When you put Judd Hirsch and Robert Sean Leonard together in a new corporate power play, directed by Gloria Muzio - who got such juice out of "Other People's Money" - well, a person can be forgiven for hoping.
But "Below the Belt," the Richard Dresser self-described comedy that opened Off-Broadway at the John Houseman Theater last night, is a pretentious and derivative exercise, full of empty rat-a-tat Mamet guy-speak, warmed-over Pinter enigmas and self-conscious no-exit existentialisms. It is also, not incidentally, quite full of itself.
Hirsch, Leonard and Jude Ciccolella - all excellent - squeeze all there seems to be, and then some, from Dresser's play about company-man limbo "in an industrial compound in a distant land." Leonard, rapidly turning into one of the most exciting actors in New York, plays Dobbitt, a pale, eager young employee on his first "off-country assignment." He arrives in the desert outpost - a gray hut with army cots, a barren office, a metal catwalk and barbed-wire fences (by designer Stephen Olson) - and finds his roommate is a bad-tempered fellow named Hanrahan. Hirsch, in a rare Off-Broadway appearance, plays one of his mean-soft-mean onion-layered characters, a mumbling, growling menace with a complicated sentimental streak.
Ciccolella is equally fine as Merkin, their insecure mad-tyrant of a boss in the checking department, a power freak who considers a chair as a perk. These men are "checkers," ostracized overseers dressed in identical gray suits - echoes of the dehumanized machine literature of the '20s - who count "units" but don't know what the company makes. Dobbitt also doesn't know what to make of the wild animals surrounding their polluting compound, or, indeed, whether the guards are keeping the animals out or the men in. "This reminds me of home," says Dobbitt in one of the few vaguely affecting moments, "the terror you can't quite see."
There is the occasional exchange of clever wordplay - especially about the slippery nature of honesty - an ingeniously twisting mind game as emotional terrorism. More frequently, however, there are tedious mysteries about whether Hanrahan ever really knew Dobbit's wife, or, come to think of it, whether the title has any meaning at all.

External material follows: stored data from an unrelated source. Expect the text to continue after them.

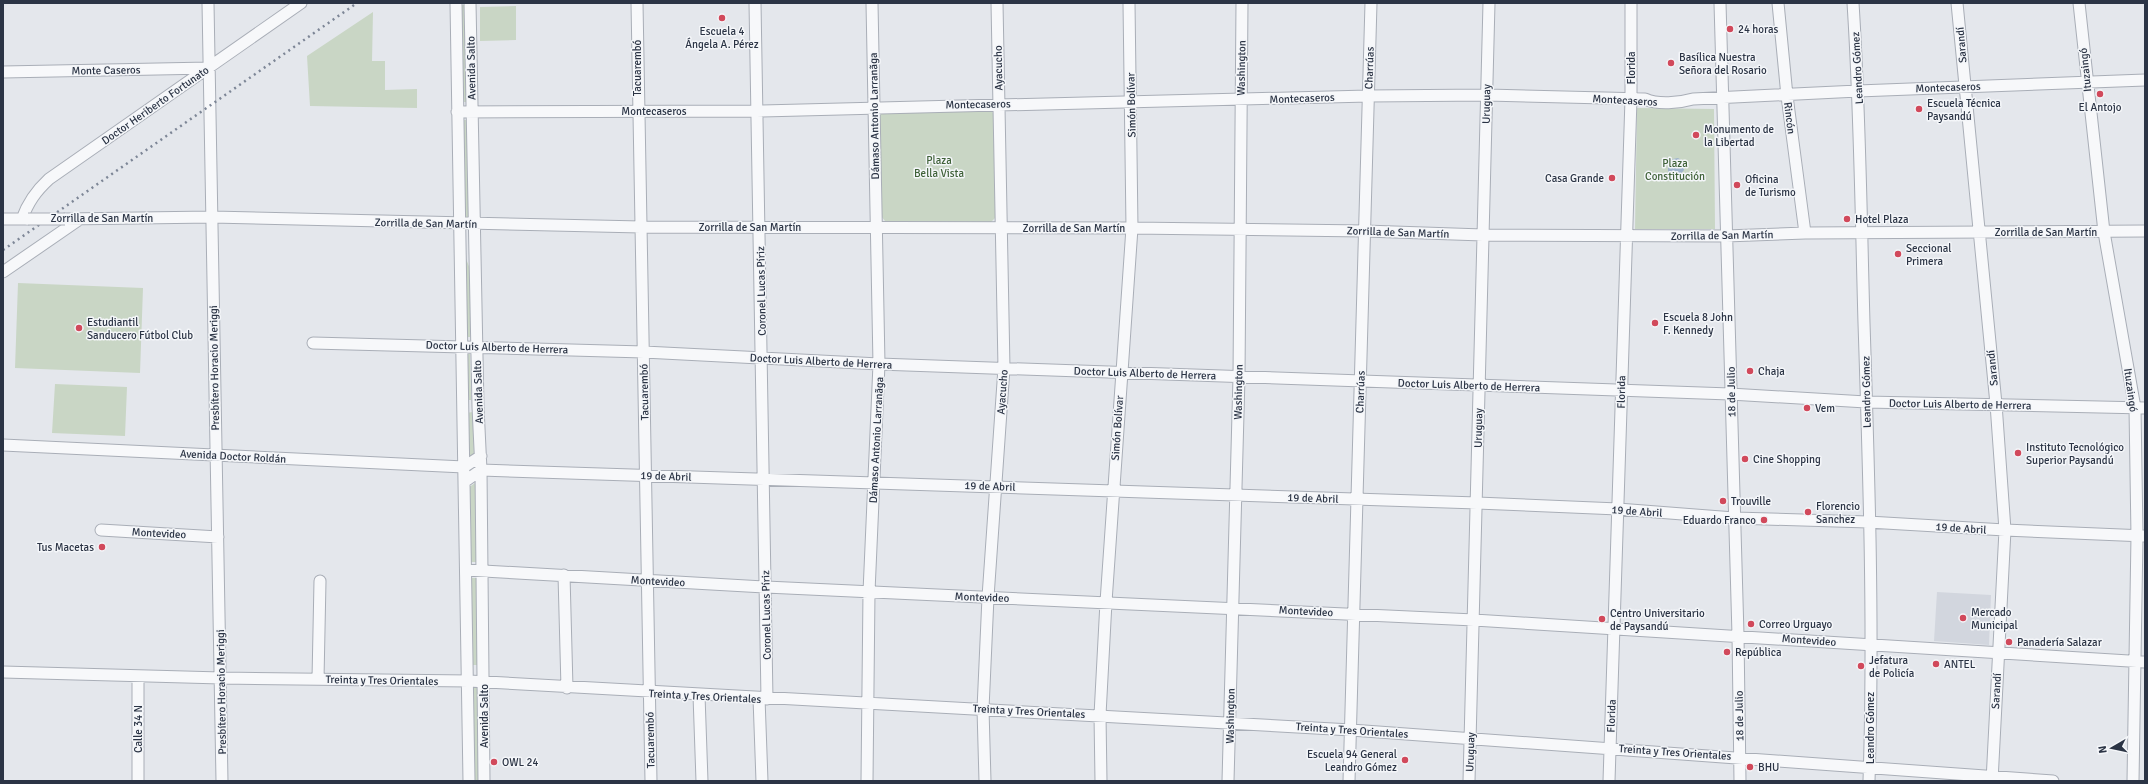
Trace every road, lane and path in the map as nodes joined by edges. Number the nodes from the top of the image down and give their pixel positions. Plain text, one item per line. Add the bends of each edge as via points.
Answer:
1 (208, 3) edge
2 (301, 3) edge
3 (456, 3) edge
4 (470, 3) edge
5 (637, 3) edge
6 (755, 3) edge
7 (872, 3) edge
8 (997, 3) edge
9 (1129, 3) edge
10 (1242, 3) edge
11 (1371, 3) edge
12 (1489, 3) edge
13 (1631, 3) edge
14 (1720, 3) edge
15 (1778, 3) edge
16 (1853, 3) edge
17 (1957, 3) edge
18 (2078, 3) edge
19 (209, 68) junction
20 (3, 72) edge
21 (2145, 80) edge
22 (2087, 82) junction
23 (1964, 86) junction
24 (1858, 91) junction
25 (1487, 95) junction
26 (1368, 96) junction
27 (1787, 96) junction
28 (1630, 98) junction
29 (1723, 99) junction
30 (1241, 100) junction
31 (1131, 101) junction
32 (999, 104) junction
33 (874, 107) junction
34 (472, 111) junction
35 (757, 111) junction
36 (457, 112) junction
37 (638, 112) junction
38 (212, 217) junction
39 (3, 219) edge
40 (25, 219) junction
41 (80, 219) junction
42 (458, 224) junction
43 (475, 224) junction
44 (876, 226) junction
45 (641, 227) junction
46 (1002, 227) junction
47 (760, 228) junction
48 (1132, 228) junction
49 (1240, 229) junction
50 (1365, 231) junction
51 (2145, 231) edge
52 (1978, 232) junction
53 (2104, 232) junction
54 (1805, 233) junction
55 (1861, 233) junction
56 (1483, 234) junction
57 (1625, 235) junction
58 (1726, 236) junction
59 (3, 272) edge
60 (313, 343) dead end
61 (461, 346) junction
62 (477, 346) junction
63 (644, 352) junction
64 (762, 358) junction
65 (880, 364) junction
66 (1004, 368) junction
67 (1121, 372) junction
68 (1239, 377) junction
69 (1360, 381) junction
70 (1479, 386) junction
71 (1621, 391) junction
72 (1732, 394) junction
73 (1866, 402) junction
74 (1996, 404) junction
75 (462, 406) junction
76 (478, 407) junction
77 (2140, 408) edge
78 (3, 445) edge
79 (215, 455) junction
80 (481, 456) junction
81 (464, 467) junction
82 (481, 470) junction
83 (645, 475) junction
84 (764, 479) junction
85 (464, 482) junction
86 (874, 483) junction
87 (996, 487) junction
88 (1113, 491) junction
89 (1236, 495) junction
90 (1357, 500) junction
91 (1477, 503) junction
92 (1618, 509) junction
93 (1734, 518) junction
94 (1868, 522) junction
95 (101, 530) dead end
96 (2005, 530) junction
97 (2141, 536) edge
98 (218, 537) junction
99 (466, 570) junction
100 (482, 570) junction
101 (564, 575) junction
102 (648, 580) junction
103 (320, 581) dead end
104 (766, 587) junction
105 (869, 592) junction
106 (988, 597) junction
107 (1106, 602) junction
108 (1232, 608) junction
109 (1354, 614) junction
110 (1474, 620) junction
111 (1614, 627) junction
112 (1738, 635) junction
113 (1870, 644) junction
114 (1998, 654) junction
115 (2140, 662) edge
116 (3, 672) edge
117 (138, 676) junction
118 (221, 678) junction
119 (318, 679) junction
120 (468, 681) junction
121 (484, 683) junction
122 (566, 688) junction
123 (649, 693) junction
124 (699, 695) junction
125 (763, 699) junction
126 (867, 703) junction
127 (983, 708) junction
128 (1100, 715) junction
129 (1230, 723) junction
130 (1351, 730) junction
131 (1470, 738) junction
132 (1610, 748) junction
133 (1740, 757) junction
134 (1870, 767) junction
135 (1992, 779) edge
136 (138, 781) edge
137 (222, 781) edge
138 (469, 781) edge
139 (484, 781) edge
140 (651, 781) edge
141 (702, 781) edge
142 (762, 781) edge
143 (867, 781) edge
144 (985, 781) edge
145 (1101, 781) edge
146 (1228, 781) edge
147 (1349, 781) edge
148 (1469, 781) edge
149 (1610, 781) edge
150 (1740, 781) edge
151 (1869, 781) edge
152 (2053, 781) edge
153 (2133, 781) edge

1 - 19 street, Presbítero Horacio Meriggi
2 - 19 street, Doctor Heriberto Fortunato
3 - 36 street, Avenida Salto
4 - 34 street, Avenida Salto
5 - 37 street, Tacuarembó
6 - 35 street, Coronel Lucas Píriz
7 - 33 street, Dámaso Antonio Larranãga
8 - 32 street, Ayacucho
9 - 31 street, Simón Bolívar
10 - 30 street, Washington
11 - 26 street, Charrúas
12 - 25 street, Uruguay
13 - 28 street, Florida
14 - 29 street, 18 de Julio
15 - 27 street, Rincón
16 - 24 street, Leandro Gómez
17 - 23 street, Sarandí
18 - 22 street, Ituzaingó
19 - 20 street, Monte Caseros
19 - 38 street, Presbítero Horacio Meriggi
19 - 40 street, Doctor Heriberto Fortunato via 49,178 28,204
21 - 22 street, Montecaseros
22 - 23 street, Montecaseros
22 - 53 street, Ituzaingó
23 - 24 street, Montecaseros
23 - 52 street, Sarandí
24 - 27 street, Montecaseros
24 - 55 street, Leandro Gómez
25 - 26 street, Montecaseros
25 - 28 street, Montecaseros
25 - 56 street, Uruguay
26 - 30 street, Montecaseros
26 - 50 street, Charrúas
27 - 29 street, Montecaseros
27 - 54 street, Rincón
28 - 29 street, Montecaseros via 1652,102
28 - 57 street, Florida
29 - 58 street, 18 de Julio
30 - 31 street, Montecaseros
30 - 49 street, Washington
31 - 32 street, Montecaseros
31 - 48 street, Simón Bolívar
32 - 33 street, Montecaseros
32 - 46 street, Ayacucho
33 - 35 street, Montecaseros
33 - 44 street, Dámaso Antonio Larranãga
34 - 36 street, Montecaseros
34 - 37 street, Montecaseros
34 - 43 street, Avenida Salto
35 - 37 street, Montecaseros
35 - 47 street, Coronel Lucas Píriz
36 - 42 street, Avenida Salto
37 - 45 street, Tacuarembó
38 - 41 street, Zorrilla de San Martín
38 - 42 street, Zorrilla de San Martín
38 - 79 street, Presbítero Horacio Meriggi
39 - 40 street, Zorrilla de San Martín
40 - 41 street, Zorrilla de San Martín, bridge
41 - 59 street
42 - 43 street, Zorrilla de San Martín
42 - 61 street, Avenida Salto
43 - 45 street, Zorrilla de San Martín
43 - 62 street, Avenida Salto
44 - 46 street, Zorrilla de San Martín
44 - 47 street, Zorrilla de San Martín
44 - 65 street, Dámaso Antonio Larranãga
45 - 47 street, Zorrilla de San Martín
45 - 63 street, Tacuarembó
46 - 48 street, Zorrilla de San Martín
46 - 66 street, Ayacucho
47 - 64 street, Coronel Lucas Píriz
48 - 49 street, Zorrilla de San Martín
48 - 67 street, Simón Bolívar
49 - 50 street, Zorrilla de San Martín
49 - 68 street, Washington
50 - 56 street, Zorrilla de San Martín
50 - 69 street, Charrúas
51 - 53 street, Zorrilla de San Martín
52 - 53 street, Zorrilla de San Martín
52 - 55 street, Zorrilla de San Martín
52 - 74 street, Sarandí
53 - 77 street, Ituzaingó
54 - 55 street, Zorrilla de San Martín
54 - 58 street, Zorrilla de San Martín
55 - 73 street, Leandro Gómez
56 - 57 street, Zorrilla de San Martín
56 - 70 street, Uruguay
57 - 58 street, Zorrilla de San Martín
57 - 71 street, Florida
58 - 72 street, 18 de Julio
60 - 61 street, Doctor Luis Alberto de Herrera
61 - 62 street, Doctor Luis Alberto de Herrera
61 - 75 street, Avenida Salto
62 - 63 street, Doctor Luis Alberto de Herrera
62 - 76 street, Avenida Salto
63 - 64 street, Doctor Luis Alberto de Herrera
63 - 83 street, Tacuarembó
64 - 65 street, Doctor Luis Alberto de Herrera
64 - 84 street, Coronel Lucas Píriz
65 - 66 street, Doctor Luis Alberto de Herrera
65 - 86 street, Dámaso Antonio Larranãga
66 - 67 street, Doctor Luis Alberto de Herrera
66 - 87 street, Ayacucho
67 - 68 street, Doctor Luis Alberto de Herrera
67 - 88 street, Simón Bolívar
68 - 69 street, Doctor Luis Alberto de Herrera
68 - 89 street, Washington
69 - 70 street, Doctor Luis Alberto de Herrera
69 - 90 street, Charrúas
70 - 71 street, Doctor Luis Alberto de Herrera
70 - 91 street, Uruguay
71 - 72 street, Doctor Luis Alberto de Herrera
71 - 92 street, Florida
72 - 73 street, Doctor Luis Alberto de Herrera
72 - 93 street, 18 de Julio
73 - 74 street, Doctor Luis Alberto de Herrera
73 - 94 street, Leandro Gómez
74 - 77 street, Doctor Luis Alberto de Herrera
74 - 96 street, Sarandí
75 - 76 street
75 - 81 street, Avenida Salto
76 - 80 street, Avenida Salto
77 - 97 street, Ituzaingó
78 - 79 street, Avenida Doctor Roldán
79 - 81 street, Avenida Doctor Roldán
79 - 98 street, Presbítero Horacio Meriggi
80 - 81 street
80 - 82 street, Avenida Salto
81 - 85 street, Avenida Salto
82 - 83 street, 19 de Abril
82 - 85 street
82 - 100 street, Avenida Salto
83 - 84 street, 19 de Abril
83 - 102 street, Tacuarembó
84 - 86 street, 19 de Abril
84 - 104 street, Coronel Lucas Píriz
85 - 99 street, Avenida Salto
86 - 87 street, 19 de Abril
86 - 105 street, Dámaso Antonio Larranãga
87 - 88 street, 19 de Abril
87 - 106 street, Ayacucho
88 - 89 street, 19 de Abril
88 - 107 street, Simón Bolívar
89 - 90 street, 19 de Abril
89 - 108 street, Washington
90 - 91 street, 19 de Abril
90 - 109 street, Charrúas
91 - 92 street, 19 de Abril
91 - 110 street, Uruguay
92 - 93 street, 19 de Abril
92 - 111 street, Florida
93 - 94 street, 19 de Abril
93 - 112 street, 18 de Julio
94 - 96 street, 19 de Abril
94 - 113 street, Leandro Gómez
95 - 98 street, Montevideo
96 - 97 street, 19 de Abril
96 - 114 street, Sarandí
97 - 115 street, Ituzaingó
98 - 118 street, Presbítero Horacio Meriggi
99 - 100 street, Montevideo
99 - 120 street, Avenida Salto
100 - 101 street, Montevideo
100 - 121 street, Avenida Salto
101 - 102 street, Montevideo
101 - 122 street
102 - 104 street, Montevideo
102 - 123 street, Tacuarembó
103 - 119 street
104 - 105 street, Montevideo
104 - 125 street, Coronel Lucas Píriz
105 - 106 street, Montevideo
105 - 126 street, Dámaso Antonio Larranãga
106 - 107 street, Montevideo
106 - 127 street, Ayacucho
107 - 108 street, Montevideo
107 - 128 street, Simón Bolívar
108 - 109 street, Montevideo
108 - 129 street, Washington
109 - 110 street, Montevideo
109 - 130 street, Charrúas
110 - 111 street, Montevideo
110 - 131 street, Uruguay
111 - 112 street, Montevideo
111 - 132 street, Florida
112 - 113 street, Montevideo
112 - 133 street, 18 de Julio
113 - 114 street, Montevideo
113 - 134 street, Leandro Gómez
114 - 115 street, Montevideo
114 - 135 street, Sarandí
115 - 153 street, Ituzaingó
116 - 117 street, Treinta y Tres Orientales
117 - 118 street, Treinta y Tres Orientales
117 - 136 street, Calle 34 N
118 - 119 street, Treinta y Tres Orientales
118 - 137 street, Presbítero Horacio Meriggi
119 - 120 street, Treinta y Tres Orientales
120 - 121 street, Treinta y Tres Orientales
120 - 138 street, Avenida Salto
121 - 122 street, Treinta y Tres Orientales
121 - 139 street, Avenida Salto
122 - 123 street, Treinta y Tres Orientales
123 - 124 street, Treinta y Tres Orientales
123 - 140 street, Tacuarembó
124 - 125 street, Treinta y Tres Orientales
124 - 141 street
125 - 126 street, Treinta y Tres Orientales
125 - 142 street, Coronel Lucas Píriz
126 - 127 street, Treinta y Tres Orientales
126 - 143 street, Dámaso Antonio Larranãga
127 - 128 street, Treinta y Tres Orientales
127 - 144 street, Ayacucho
128 - 129 street, Treinta y Tres Orientales
128 - 145 street, Simón Bolívar
129 - 130 street, Treinta y Tres Orientales
129 - 146 street, Washington
130 - 131 street, Treinta y Tres Orientales
130 - 147 street, Charrúas
131 - 132 street, Treinta y Tres Orientales
131 - 148 street, Uruguay
132 - 133 street, Treinta y Tres Orientales
132 - 149 street, Florida
133 - 134 street, Treinta y Tres Orientales
133 - 150 street, 18 de Julio
134 - 135 street, Treinta y Tres Orientales
134 - 151 street, Leandro Gómez
135 - 152 street, Treinta y Tres Orientales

Despite the bursts of original mind turns, the verbiage tends more along the lines of "You must be Hanrahan." "Who the hell are you to tell me who I must be?" Or "You will learn that Merkin's brain has a mind of its own." Or "Whether I'm gruntled or disgruntled has nothing to do with you." As Hanrahan notes, in a philosophical moment, "Amazing how fast the years hurtle by. It's the days that last an eternity." Also, some nights.